Les grands débuts de l’aviation commerciale à travers le monde ne finissent pas de révéler leurs intrigues. Avec « La Compagnie Générale Aéropostale, les autres lignes » (éditions Privat) voici qu’on découvre les aventures parfois peu banales de ces fameuses « autres lignes » qu’étaient Latécoère, l’Aéropostale, la Compagnie transafricaine d’aviation, Aeroposta Argentina, etc. Une fameuse leçon d’histoire.


Nos enfants traverseront-ils l’histoire des débuts de l’aviation avec pour seule référence la « ligne Mermoz », cette fabuleuse ligne qui reliait la France à l’Amérique du sud à la fin des années 1920 ? Rien n’est moins sûr ! C’est du moins ce que pense Jack Mary qui publie actuellement chez Privat une synthèse historique consacrée à « La Compagnie Générale Aéropostale, les autres lignes ». Membre de l’association « Mémoire d’Aéropostale » et de « Toulouse Montaudran Mémoire d’avenir », Jack Mary raconte – et réhabilite – les raids de reconnaissance des héros parfois oubliés qu’étaient les pionniers et pilotes de Latécoère, les Paul Vachet, Didier Daurat, Gaston Chenu et autres Marcel Bouilloux-Lafont.
Non, Mermoz et Saint Exupéry n’étaient pas seuls à l’époque ! Preuve en est, les premières exploitations commerciales des lignes aériennes notamment sud-américaines étaient souvent réalisées par des pilotes argentins, boliviens ou vénézuéliens. On lit l’ouvrage comme on écouterait un enregistrement original de messages TSF diffusaient entre les deux Guerres : phrases courtes, entrecoupées de brefs signaux de morse, évidemment quelques « fritures » sur les lignes ! Le récit est bourré d’anecdotes inédites. Ecoutez plutôt : « Face à des problèmes de sécurité, la direction de la CGEA, Compagnie Générale d’Entreprise Aéronautique (Latécoère) doit trouver des solutions, au moins provisoires. Tout d’abord, on fait stationner à Alicante et à Oran des vedettes de dépannage prêtes à intervenir en cas d’amerrissage forcé.
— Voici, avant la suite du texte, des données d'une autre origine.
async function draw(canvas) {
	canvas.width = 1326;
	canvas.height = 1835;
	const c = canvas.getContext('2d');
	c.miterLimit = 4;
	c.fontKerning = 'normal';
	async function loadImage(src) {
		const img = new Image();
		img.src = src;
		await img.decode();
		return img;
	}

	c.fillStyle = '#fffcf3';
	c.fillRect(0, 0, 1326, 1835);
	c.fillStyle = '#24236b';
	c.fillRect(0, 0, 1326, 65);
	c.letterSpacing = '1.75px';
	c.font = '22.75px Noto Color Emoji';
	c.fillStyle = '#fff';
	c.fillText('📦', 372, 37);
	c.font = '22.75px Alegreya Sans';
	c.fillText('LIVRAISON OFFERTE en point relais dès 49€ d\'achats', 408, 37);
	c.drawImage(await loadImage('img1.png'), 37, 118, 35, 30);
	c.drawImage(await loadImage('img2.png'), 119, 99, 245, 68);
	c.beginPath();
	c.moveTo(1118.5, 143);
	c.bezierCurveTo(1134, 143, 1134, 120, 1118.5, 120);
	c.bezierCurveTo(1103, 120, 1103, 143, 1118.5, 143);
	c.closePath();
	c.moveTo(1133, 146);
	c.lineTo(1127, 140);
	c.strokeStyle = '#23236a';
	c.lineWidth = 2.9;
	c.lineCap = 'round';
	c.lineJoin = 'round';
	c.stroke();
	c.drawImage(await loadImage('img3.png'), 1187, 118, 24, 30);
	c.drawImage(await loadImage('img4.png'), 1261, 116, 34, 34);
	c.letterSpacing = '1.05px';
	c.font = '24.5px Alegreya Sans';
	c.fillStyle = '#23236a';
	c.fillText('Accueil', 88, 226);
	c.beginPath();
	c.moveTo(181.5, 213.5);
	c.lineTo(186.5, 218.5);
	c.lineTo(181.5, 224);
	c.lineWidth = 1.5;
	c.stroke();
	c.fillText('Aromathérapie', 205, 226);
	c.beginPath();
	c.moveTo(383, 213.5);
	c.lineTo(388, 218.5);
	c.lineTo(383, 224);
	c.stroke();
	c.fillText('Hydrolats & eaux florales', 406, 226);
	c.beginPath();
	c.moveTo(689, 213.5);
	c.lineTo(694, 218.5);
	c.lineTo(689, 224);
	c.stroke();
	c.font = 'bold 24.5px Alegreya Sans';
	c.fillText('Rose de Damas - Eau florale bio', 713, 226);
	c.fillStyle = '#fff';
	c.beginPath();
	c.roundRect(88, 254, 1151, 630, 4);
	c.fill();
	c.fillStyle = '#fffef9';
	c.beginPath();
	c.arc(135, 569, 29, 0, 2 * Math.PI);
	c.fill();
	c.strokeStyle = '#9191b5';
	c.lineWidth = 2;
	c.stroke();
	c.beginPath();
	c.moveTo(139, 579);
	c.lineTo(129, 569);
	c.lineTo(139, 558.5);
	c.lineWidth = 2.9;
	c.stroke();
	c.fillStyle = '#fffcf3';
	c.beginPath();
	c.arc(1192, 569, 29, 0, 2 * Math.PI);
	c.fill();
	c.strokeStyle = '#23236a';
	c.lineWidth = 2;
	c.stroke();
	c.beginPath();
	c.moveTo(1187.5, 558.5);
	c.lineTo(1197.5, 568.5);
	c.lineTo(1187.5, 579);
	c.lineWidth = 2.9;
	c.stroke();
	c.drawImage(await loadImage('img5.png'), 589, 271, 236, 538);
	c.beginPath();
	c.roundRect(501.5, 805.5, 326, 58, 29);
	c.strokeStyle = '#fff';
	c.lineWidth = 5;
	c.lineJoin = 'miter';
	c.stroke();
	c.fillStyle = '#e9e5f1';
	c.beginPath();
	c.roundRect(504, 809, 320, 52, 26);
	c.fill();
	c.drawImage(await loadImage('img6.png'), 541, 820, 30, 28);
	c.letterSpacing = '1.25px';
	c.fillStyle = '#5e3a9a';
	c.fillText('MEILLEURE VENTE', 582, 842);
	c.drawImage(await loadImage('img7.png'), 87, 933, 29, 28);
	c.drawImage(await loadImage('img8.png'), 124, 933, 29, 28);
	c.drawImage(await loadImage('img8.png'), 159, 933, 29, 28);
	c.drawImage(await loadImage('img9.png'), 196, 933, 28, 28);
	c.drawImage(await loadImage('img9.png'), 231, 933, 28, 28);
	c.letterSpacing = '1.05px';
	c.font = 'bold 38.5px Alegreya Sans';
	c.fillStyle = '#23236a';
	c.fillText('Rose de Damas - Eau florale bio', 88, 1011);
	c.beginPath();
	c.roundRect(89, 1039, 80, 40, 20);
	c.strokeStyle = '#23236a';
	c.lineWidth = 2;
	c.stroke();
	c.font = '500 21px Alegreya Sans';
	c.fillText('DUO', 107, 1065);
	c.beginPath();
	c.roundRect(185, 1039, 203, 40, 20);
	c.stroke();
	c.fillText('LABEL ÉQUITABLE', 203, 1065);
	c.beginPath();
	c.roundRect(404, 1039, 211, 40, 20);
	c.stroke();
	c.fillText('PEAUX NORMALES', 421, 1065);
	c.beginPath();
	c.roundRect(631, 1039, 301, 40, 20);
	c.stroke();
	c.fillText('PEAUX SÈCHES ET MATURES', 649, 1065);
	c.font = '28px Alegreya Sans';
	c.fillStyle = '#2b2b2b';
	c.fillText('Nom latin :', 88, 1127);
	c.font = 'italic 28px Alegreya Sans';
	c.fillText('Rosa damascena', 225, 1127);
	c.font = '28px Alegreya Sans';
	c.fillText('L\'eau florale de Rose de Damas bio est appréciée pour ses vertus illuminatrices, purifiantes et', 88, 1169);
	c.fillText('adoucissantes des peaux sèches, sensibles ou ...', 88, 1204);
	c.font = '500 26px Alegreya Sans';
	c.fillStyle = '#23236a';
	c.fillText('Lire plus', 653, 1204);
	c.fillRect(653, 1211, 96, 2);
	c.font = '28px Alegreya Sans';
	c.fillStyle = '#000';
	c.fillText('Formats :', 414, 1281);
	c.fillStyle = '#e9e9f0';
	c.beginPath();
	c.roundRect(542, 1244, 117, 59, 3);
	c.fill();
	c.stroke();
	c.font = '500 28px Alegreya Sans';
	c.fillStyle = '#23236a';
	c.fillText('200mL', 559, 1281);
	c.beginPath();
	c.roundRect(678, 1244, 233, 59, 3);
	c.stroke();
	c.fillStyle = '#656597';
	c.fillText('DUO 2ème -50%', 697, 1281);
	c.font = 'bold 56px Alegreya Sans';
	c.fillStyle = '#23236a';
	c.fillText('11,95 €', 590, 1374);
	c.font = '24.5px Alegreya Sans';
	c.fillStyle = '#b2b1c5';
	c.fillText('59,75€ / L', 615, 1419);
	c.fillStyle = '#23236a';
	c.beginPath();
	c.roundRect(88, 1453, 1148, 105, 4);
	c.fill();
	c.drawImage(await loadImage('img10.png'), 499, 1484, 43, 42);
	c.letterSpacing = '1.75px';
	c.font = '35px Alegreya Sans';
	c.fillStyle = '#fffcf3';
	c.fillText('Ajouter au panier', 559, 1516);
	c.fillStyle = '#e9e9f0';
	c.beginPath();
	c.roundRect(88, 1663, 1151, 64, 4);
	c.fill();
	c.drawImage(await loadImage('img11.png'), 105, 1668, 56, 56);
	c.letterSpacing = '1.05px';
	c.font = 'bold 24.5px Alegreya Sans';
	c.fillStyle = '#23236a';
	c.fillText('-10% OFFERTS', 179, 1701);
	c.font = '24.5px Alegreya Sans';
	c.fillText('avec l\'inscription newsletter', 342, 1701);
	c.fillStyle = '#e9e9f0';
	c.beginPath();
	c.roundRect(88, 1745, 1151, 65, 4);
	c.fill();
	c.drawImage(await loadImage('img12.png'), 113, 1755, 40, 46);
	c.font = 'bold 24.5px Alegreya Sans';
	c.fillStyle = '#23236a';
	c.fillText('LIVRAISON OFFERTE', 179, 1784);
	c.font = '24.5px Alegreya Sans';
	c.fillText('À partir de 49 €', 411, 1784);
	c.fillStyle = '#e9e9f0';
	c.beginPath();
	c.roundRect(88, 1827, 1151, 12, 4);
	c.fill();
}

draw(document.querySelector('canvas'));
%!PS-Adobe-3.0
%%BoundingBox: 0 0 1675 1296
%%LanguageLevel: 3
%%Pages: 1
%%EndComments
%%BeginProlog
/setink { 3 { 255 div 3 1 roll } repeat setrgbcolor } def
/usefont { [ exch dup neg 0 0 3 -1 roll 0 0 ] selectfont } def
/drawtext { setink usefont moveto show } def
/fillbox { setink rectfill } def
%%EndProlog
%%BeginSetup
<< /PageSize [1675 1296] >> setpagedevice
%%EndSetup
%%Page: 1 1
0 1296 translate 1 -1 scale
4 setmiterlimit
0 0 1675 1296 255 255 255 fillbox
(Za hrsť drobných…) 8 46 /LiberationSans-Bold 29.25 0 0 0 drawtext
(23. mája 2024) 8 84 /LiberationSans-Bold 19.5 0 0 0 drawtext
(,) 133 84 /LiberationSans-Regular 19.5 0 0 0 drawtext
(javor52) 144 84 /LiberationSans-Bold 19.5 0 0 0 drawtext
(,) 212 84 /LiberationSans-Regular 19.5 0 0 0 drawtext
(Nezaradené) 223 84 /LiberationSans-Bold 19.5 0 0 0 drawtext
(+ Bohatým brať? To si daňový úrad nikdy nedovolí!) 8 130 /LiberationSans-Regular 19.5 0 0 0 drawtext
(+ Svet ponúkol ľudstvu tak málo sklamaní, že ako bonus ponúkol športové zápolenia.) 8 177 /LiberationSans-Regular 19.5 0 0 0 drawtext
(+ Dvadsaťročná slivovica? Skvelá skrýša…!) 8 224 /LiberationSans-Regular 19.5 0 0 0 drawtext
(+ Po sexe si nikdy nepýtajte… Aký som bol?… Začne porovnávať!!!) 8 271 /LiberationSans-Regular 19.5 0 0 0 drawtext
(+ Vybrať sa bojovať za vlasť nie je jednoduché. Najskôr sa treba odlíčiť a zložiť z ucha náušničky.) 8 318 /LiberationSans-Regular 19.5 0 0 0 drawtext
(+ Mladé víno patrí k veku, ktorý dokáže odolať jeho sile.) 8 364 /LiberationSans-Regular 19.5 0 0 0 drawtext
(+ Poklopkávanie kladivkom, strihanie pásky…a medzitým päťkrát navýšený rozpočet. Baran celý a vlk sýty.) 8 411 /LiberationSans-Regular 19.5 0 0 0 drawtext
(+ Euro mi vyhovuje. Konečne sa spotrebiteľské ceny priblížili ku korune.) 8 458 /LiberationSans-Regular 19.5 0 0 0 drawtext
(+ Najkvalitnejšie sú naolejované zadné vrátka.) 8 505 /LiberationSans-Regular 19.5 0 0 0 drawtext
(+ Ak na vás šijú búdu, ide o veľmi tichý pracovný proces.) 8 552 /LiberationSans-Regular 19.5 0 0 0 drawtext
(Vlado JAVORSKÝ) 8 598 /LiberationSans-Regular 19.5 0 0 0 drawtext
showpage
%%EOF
Ce sont trois médiocres et déjà vieux navires construits entre 1916 et 1918. […] La direction est amenée à suppléer les émissions radio au moyen d’un système utilisé pendant la guerre : l’emploi de pigeons voyageurs. […] A chaque tête de ligne est embarqué sur l’hydravion partant un petit panier contenant quatre pigeons provenant du colombier d’Alicante et quatre d’Oran. » (page 53).
Ecoutez aussi cette précision, rapportée par Paul Vachet de retour de reconnaissance en Patagonie en 1929 à bord d’un Laté 25, qui remplace son vieux Breguet 14 : « Les terrains reconnus ne présentent pas de difficultés majeures et les travaux d’aménagement et de construction peuvent être rapidement menés à bien. Il reste néanmoins un danger permanent, le vent. Des dispositions spéciales sont étudiées, telle celle de ne pas voler lorsque le vent dépasse les … 130 km/h. » (page 118).
Ecoutez encore, nous sommes en 1930 quelque part au Venezuela. C’est l’époque des monomoteurs Laté 28 pouvant transporter jusqu’à huit passagers : « Le directeur d’un centre de production de pétrole a demandé la création d’une escale. Le peu de trafic passagers escompté engendre la mise en place d’une escale facultative. A l’extrémité d’un terrain sablonneux, proche des puits de pétrole, un mât est installé, en haut duquel est hissé un drapeau rouge lorsque l’aviateur doit prendre un ou des passagers. Lors de chaque vol, le pilote vérifie, à basse altitude, s’il doit poser son appareil sur le terrain ou peut continuer son trajet. » (page 171) Succulent aussi, cette histoire de livraison par bateau d’un Laté 28 au port de La Guaira (Venezuela) en avril 1930 : pour gagner du temps, il est tout simplement décidé de remonter l’appareil directement sur la plage… et de procéder aux essais en vol à partir de cette même plage ! (page 162).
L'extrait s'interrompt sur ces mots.